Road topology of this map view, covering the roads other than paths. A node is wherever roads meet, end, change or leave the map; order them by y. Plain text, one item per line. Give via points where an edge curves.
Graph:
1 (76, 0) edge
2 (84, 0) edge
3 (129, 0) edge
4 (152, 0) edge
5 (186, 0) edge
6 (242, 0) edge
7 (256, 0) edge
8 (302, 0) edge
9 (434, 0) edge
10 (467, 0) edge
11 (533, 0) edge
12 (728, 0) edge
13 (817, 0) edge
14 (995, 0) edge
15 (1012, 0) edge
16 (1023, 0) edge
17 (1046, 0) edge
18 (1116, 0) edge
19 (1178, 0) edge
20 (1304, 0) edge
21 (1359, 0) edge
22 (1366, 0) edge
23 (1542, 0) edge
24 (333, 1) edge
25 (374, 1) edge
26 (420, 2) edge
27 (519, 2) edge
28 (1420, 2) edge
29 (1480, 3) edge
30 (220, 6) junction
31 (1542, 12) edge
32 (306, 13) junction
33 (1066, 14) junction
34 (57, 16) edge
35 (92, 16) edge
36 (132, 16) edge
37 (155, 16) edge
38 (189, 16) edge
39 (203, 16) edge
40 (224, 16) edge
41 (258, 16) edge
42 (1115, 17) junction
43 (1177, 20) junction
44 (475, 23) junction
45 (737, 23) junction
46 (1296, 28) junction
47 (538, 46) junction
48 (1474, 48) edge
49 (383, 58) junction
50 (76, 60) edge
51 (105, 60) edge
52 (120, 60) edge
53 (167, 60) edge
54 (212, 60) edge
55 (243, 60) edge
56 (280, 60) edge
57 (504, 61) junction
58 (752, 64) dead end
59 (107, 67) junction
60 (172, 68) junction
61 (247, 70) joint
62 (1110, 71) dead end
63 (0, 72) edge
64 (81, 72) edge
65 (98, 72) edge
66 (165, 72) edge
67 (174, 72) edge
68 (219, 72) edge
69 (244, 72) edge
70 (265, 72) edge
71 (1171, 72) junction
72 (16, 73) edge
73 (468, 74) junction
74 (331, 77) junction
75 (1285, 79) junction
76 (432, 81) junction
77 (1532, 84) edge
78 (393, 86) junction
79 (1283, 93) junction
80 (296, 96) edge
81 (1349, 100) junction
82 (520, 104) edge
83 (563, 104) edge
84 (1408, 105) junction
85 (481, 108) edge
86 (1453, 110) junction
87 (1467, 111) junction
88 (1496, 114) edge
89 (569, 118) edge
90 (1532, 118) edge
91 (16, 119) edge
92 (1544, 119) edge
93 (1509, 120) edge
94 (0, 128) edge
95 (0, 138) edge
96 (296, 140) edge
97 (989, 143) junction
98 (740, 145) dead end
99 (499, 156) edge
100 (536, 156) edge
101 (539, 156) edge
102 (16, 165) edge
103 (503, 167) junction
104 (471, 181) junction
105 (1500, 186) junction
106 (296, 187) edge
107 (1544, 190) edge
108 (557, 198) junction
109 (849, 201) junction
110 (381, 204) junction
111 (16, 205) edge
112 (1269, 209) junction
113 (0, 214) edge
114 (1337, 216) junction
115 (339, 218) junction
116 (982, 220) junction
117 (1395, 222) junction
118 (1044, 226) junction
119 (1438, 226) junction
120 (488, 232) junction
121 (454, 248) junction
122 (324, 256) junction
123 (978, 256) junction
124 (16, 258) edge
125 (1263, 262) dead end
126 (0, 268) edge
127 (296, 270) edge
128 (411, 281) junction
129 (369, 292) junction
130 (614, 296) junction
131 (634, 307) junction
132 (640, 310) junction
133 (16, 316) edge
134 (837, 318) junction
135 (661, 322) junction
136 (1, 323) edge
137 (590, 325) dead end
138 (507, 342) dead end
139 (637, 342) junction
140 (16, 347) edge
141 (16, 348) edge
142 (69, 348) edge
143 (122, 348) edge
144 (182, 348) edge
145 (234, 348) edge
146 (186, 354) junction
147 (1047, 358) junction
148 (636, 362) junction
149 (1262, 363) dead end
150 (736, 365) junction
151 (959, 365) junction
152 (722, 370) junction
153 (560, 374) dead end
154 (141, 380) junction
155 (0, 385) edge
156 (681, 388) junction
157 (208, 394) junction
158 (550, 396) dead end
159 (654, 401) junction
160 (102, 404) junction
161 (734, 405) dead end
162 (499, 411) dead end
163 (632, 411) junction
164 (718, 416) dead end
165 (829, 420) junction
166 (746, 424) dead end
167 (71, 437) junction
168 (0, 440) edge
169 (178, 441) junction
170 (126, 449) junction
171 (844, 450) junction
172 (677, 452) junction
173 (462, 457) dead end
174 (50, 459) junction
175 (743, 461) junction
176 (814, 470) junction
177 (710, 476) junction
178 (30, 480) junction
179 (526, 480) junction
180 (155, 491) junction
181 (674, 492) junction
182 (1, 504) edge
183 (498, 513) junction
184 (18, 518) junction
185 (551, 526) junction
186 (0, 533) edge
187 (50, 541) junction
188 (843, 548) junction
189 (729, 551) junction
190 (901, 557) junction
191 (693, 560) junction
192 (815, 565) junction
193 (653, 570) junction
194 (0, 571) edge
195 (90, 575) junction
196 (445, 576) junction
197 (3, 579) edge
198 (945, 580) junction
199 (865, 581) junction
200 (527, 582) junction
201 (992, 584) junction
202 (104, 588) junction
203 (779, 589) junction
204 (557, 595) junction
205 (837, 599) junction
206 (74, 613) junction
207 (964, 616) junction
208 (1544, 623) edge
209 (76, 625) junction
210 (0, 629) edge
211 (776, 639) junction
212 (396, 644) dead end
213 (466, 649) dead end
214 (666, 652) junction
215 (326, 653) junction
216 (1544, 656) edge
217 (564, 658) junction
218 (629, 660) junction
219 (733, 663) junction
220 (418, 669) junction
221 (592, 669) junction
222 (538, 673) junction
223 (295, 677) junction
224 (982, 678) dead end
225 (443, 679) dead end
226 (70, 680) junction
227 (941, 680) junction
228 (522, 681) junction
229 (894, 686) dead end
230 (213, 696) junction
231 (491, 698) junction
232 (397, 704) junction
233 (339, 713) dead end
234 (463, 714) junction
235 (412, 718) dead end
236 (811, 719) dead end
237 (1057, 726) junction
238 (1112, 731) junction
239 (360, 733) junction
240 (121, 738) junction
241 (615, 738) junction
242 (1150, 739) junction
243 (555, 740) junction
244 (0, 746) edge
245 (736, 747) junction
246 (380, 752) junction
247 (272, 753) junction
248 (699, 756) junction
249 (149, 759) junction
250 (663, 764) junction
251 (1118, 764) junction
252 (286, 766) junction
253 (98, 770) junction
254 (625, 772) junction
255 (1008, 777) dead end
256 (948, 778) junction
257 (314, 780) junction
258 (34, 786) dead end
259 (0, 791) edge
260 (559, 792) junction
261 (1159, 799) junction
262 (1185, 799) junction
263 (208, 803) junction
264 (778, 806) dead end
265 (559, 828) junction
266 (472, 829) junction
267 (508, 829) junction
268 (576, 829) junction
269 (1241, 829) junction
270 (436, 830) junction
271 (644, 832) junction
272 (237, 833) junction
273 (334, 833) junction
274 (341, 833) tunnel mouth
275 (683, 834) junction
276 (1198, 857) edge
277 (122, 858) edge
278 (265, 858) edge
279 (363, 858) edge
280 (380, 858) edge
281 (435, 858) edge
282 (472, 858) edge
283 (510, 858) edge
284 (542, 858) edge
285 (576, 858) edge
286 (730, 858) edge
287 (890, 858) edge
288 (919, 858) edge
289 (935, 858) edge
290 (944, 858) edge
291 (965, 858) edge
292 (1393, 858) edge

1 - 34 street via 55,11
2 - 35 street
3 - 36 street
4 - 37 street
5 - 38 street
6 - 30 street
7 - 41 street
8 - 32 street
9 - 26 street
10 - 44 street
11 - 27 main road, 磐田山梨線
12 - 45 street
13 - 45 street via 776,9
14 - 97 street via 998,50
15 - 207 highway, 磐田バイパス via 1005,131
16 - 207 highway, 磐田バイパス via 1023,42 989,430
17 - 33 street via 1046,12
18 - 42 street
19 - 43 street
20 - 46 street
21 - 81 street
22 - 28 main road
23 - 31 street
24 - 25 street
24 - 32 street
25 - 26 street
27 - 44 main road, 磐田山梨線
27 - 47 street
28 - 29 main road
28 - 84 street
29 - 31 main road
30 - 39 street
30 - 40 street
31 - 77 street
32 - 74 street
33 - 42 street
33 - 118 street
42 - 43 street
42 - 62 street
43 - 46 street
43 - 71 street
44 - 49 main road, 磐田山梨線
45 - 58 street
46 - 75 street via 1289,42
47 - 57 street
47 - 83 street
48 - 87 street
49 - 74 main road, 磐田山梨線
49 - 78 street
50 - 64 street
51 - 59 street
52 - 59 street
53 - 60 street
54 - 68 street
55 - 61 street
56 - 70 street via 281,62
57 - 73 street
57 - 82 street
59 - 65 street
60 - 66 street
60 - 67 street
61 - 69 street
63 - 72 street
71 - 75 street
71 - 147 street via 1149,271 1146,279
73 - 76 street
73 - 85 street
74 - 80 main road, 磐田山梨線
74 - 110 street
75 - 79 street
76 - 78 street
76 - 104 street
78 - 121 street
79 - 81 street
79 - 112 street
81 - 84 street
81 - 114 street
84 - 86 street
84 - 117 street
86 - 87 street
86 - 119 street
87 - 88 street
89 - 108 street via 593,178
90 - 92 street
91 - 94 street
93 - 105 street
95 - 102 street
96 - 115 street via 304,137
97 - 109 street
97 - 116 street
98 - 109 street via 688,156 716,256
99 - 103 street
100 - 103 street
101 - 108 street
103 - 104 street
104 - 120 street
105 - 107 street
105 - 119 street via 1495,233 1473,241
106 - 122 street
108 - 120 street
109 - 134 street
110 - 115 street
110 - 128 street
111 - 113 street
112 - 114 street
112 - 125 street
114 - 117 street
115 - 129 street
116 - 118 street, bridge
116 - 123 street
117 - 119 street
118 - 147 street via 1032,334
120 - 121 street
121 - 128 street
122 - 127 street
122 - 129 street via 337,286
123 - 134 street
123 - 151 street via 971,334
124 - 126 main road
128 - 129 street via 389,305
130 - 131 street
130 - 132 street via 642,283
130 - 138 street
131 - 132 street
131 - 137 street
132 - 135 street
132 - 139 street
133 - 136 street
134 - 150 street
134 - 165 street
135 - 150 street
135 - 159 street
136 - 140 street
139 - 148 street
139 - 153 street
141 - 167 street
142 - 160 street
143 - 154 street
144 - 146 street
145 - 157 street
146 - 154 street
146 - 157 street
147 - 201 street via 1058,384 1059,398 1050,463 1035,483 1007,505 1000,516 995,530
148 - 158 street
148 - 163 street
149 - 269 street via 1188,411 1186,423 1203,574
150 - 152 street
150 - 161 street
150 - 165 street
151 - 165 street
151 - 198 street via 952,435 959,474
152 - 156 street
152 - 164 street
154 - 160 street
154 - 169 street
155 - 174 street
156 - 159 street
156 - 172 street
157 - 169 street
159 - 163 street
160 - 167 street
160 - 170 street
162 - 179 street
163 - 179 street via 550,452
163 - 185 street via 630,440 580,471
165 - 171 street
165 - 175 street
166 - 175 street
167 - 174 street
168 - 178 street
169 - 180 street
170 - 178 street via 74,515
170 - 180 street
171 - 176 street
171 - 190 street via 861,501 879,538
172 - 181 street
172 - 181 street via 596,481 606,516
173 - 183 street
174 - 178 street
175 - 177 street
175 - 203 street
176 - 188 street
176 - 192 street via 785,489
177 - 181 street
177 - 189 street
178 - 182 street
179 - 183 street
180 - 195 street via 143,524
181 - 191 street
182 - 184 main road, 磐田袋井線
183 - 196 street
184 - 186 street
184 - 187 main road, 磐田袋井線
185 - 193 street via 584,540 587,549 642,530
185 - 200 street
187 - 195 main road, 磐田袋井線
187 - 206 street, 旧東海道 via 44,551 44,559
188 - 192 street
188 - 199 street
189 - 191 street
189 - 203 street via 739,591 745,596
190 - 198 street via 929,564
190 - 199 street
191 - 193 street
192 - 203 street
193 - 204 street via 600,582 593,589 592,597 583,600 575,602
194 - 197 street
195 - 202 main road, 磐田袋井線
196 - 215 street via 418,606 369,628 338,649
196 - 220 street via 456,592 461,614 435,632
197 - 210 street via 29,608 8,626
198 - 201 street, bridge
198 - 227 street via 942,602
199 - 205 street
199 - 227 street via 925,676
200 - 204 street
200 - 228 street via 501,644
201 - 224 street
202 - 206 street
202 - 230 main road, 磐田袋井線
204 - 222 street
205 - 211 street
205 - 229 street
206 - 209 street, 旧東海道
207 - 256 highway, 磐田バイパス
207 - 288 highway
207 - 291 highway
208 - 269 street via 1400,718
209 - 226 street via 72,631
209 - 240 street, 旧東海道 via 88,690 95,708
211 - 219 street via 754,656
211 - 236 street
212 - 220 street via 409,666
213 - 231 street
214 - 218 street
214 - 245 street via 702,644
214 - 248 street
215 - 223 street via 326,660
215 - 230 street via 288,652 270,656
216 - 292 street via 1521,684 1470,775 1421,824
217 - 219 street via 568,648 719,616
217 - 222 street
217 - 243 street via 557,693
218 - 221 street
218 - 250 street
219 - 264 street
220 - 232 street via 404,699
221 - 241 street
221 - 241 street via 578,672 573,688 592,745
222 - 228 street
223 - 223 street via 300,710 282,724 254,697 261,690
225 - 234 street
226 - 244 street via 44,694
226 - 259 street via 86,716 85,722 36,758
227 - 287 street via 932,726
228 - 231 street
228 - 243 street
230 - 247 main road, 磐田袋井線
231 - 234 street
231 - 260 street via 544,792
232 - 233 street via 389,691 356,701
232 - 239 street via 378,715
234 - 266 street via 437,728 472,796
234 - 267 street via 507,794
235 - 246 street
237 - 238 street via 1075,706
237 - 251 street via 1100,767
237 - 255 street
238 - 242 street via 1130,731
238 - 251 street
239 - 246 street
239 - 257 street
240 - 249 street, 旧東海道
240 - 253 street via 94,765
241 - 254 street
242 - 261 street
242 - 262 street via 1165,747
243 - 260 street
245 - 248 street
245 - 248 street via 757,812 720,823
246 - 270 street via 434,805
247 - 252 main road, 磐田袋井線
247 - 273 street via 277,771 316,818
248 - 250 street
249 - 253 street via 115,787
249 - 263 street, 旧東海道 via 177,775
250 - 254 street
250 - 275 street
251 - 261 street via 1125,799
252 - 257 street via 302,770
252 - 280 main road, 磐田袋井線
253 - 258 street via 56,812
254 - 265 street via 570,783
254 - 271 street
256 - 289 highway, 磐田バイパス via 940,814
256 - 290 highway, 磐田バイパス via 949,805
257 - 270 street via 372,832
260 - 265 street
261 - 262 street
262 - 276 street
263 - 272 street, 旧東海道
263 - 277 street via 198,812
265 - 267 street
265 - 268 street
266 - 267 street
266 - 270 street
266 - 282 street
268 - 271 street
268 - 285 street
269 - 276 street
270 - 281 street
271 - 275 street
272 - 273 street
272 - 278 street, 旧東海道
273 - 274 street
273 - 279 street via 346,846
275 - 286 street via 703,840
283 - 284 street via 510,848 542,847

========================================================================

What is being asked: Whenever the string "highway" shows up in a line of the records, copy that line.

Task response:
15 - 207 highway, 磐田バイパス via 1005,131
16 - 207 highway, 磐田バイパス via 1023,42 989,430
207 - 256 highway, 磐田バイパス
207 - 288 highway
207 - 291 highway
256 - 289 highway, 磐田バイパス via 940,814
256 - 290 highway, 磐田バイパス via 949,805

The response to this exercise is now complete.